- _Task_: The answer must be one number: the count of lines in the data below that include "graph".
───── Records ─────
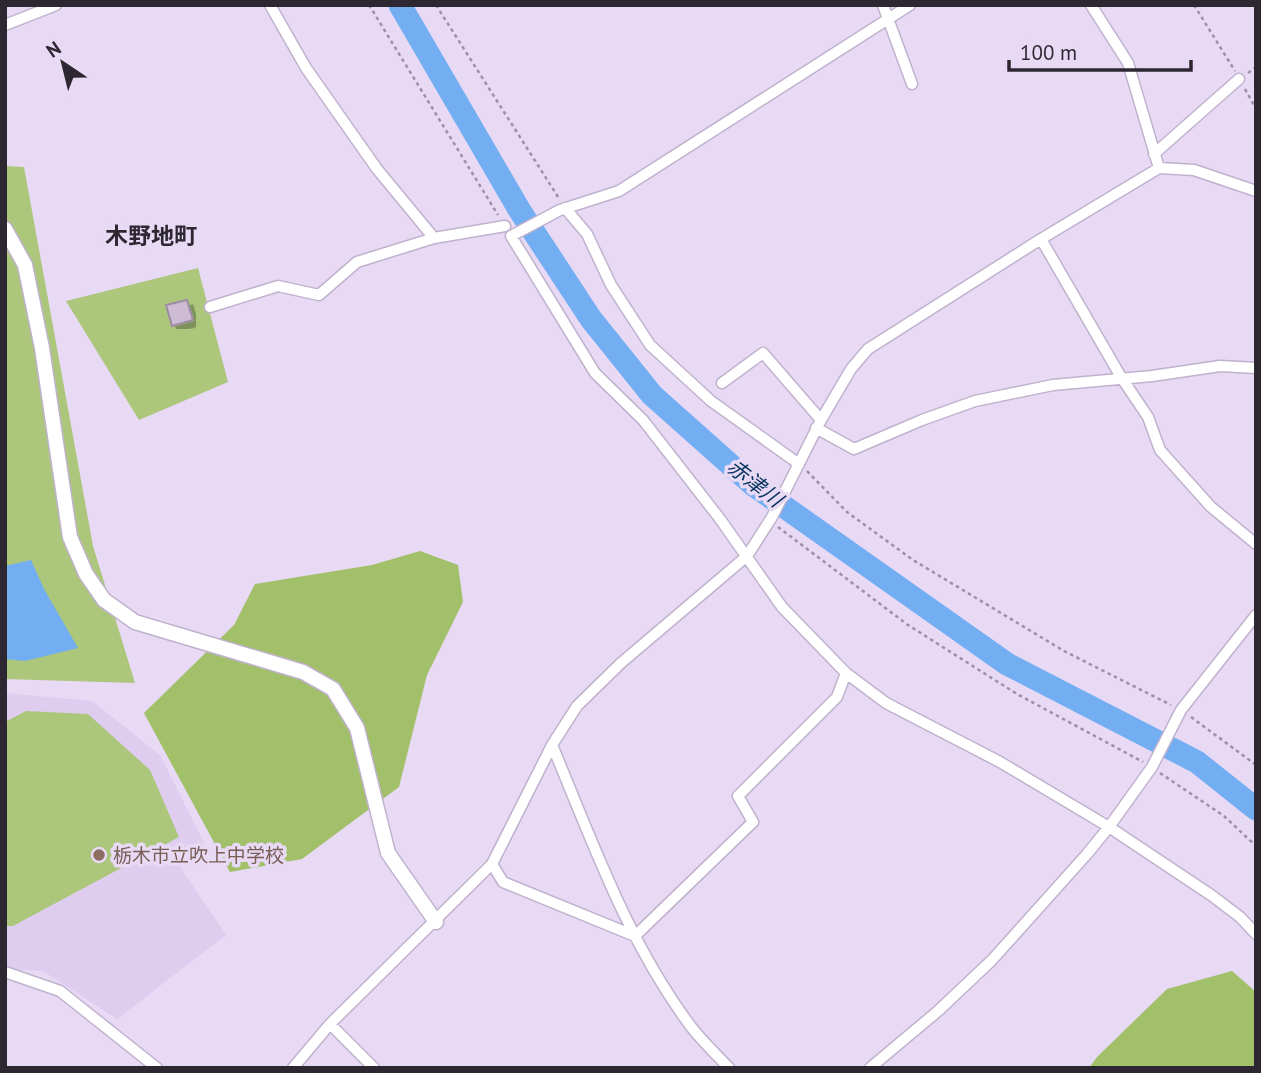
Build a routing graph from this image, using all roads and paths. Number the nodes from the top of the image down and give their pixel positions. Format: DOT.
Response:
graph roads {
  1 [pos="56,5"];
  2 [pos="270,5"];
  3 [pos="369,5"];
  4 [pos="436,5"];
  5 [pos="883,5"];
  6 [pos="910,5"];
  7 [pos="1091,5"];
  8 [pos="1194,5"];
  9 [pos="889,20"];
  10 [pos="5,25"];
  11 [pos="1239,79"];
  12 [pos="912,84"];
  13 [pos="1256,109"];
  14 [pos="1154,154"];
  15 [pos="1159,168"];
  16 [pos="1256,191"];
  17 [pos="562,209"];
  18 [pos="505,226"];
  19 [pos="5,229"];
  20 [pos="434,238"];
  21 [pos="1041,239"];
  22 [pos="210,307"];
  23 [pos="1256,368"];
  24 [pos="1121,377"];
  25 [pos="722,383"];
  26 [pos="819,424"];
  27 [pos="797,469"];
  28 [pos="771,519"];
  29 [pos="1256,544"];
  30 [pos="747,556"];
  31 [pos="1256,615"];
  32 [pos="846,673"];
  33 [pos="1180,712"];
  34 [pos="552,745"];
  35 [pos="1154,764"];
  36 [pos="1256,765"];
  37 [pos="1109,827"];
  38 [pos="1256,846"];
  39 [pos="492,864"];
  40 [pos="436,922"];
  41 [pos="1256,934"];
  42 [pos="635,936"];
  43 [pos="5,972"];
  44 [pos="330,1024"];
  45 [pos="157,1068"];
  46 [pos="293,1068"];
  47 [pos="374,1068"];
  48 [pos="729,1068"];
  49 [pos="870,1068"];
  1 -- 10 [label="street"];
  2 -- 20 [label="street"];
  3 -- 18 [label="path"];
  4 -- 17 [label="path"];
  5 -- 9 [label="street"];
  6 -- 9 [label="street"];
  7 -- 14 [label="street"];
  8 -- 11 [label="path"];
  9 -- 12 [label="street"];
  9 -- 17 [label="street"];
  11 -- 13 [label="path"];
  11 -- 14 [label="street"];
  14 -- 15 [label="street"];
  15 -- 16 [label="street"];
  15 -- 21 [label="street"];
  17 -- 27 [label="street"];
  17 -- 30 [label="street"];
  18 -- 20 [label="street"];
  19 -- 40 [label="street"];
  20 -- 22 [label="street"];
  21 -- 24 [label="street"];
  21 -- 26 [label="street"];
  23 -- 24 [label="street"];
  24 -- 26 [label="street"];
  24 -- 29 [label="street"];
  25 -- 26 [label="street"];
  26 -- 27 [label="street"];
  27 -- 28 [label="street"];
  27 -- 33 [label="path"];
  28 -- 30 [label="street"];
  28 -- 35 [label="path"];
  30 -- 32 [label="street"];
  30 -- 34 [label="street"];
  31 -- 33 [label="street"];
  32 -- 37 [label="street"];
  32 -- 42 [label="street"];
  33 -- 35 [label="street"];
  33 -- 36 [label="path"];
  34 -- 39 [label="street"];
  34 -- 42 [label="street"];
  35 -- 37 [label="street"];
  35 -- 38 [label="path"];
  37 -- 41 [label="street"];
  37 -- 49 [label="street"];
  39 -- 40 [label="street"];
  39 -- 42 [label="street"];
  40 -- 44 [label="street"];
  42 -- 48 [label="street"];
  43 -- 45 [label="street"];
  44 -- 46 [label="street"];
  44 -- 47 [label="street"];
}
─────
- _Task response_: 2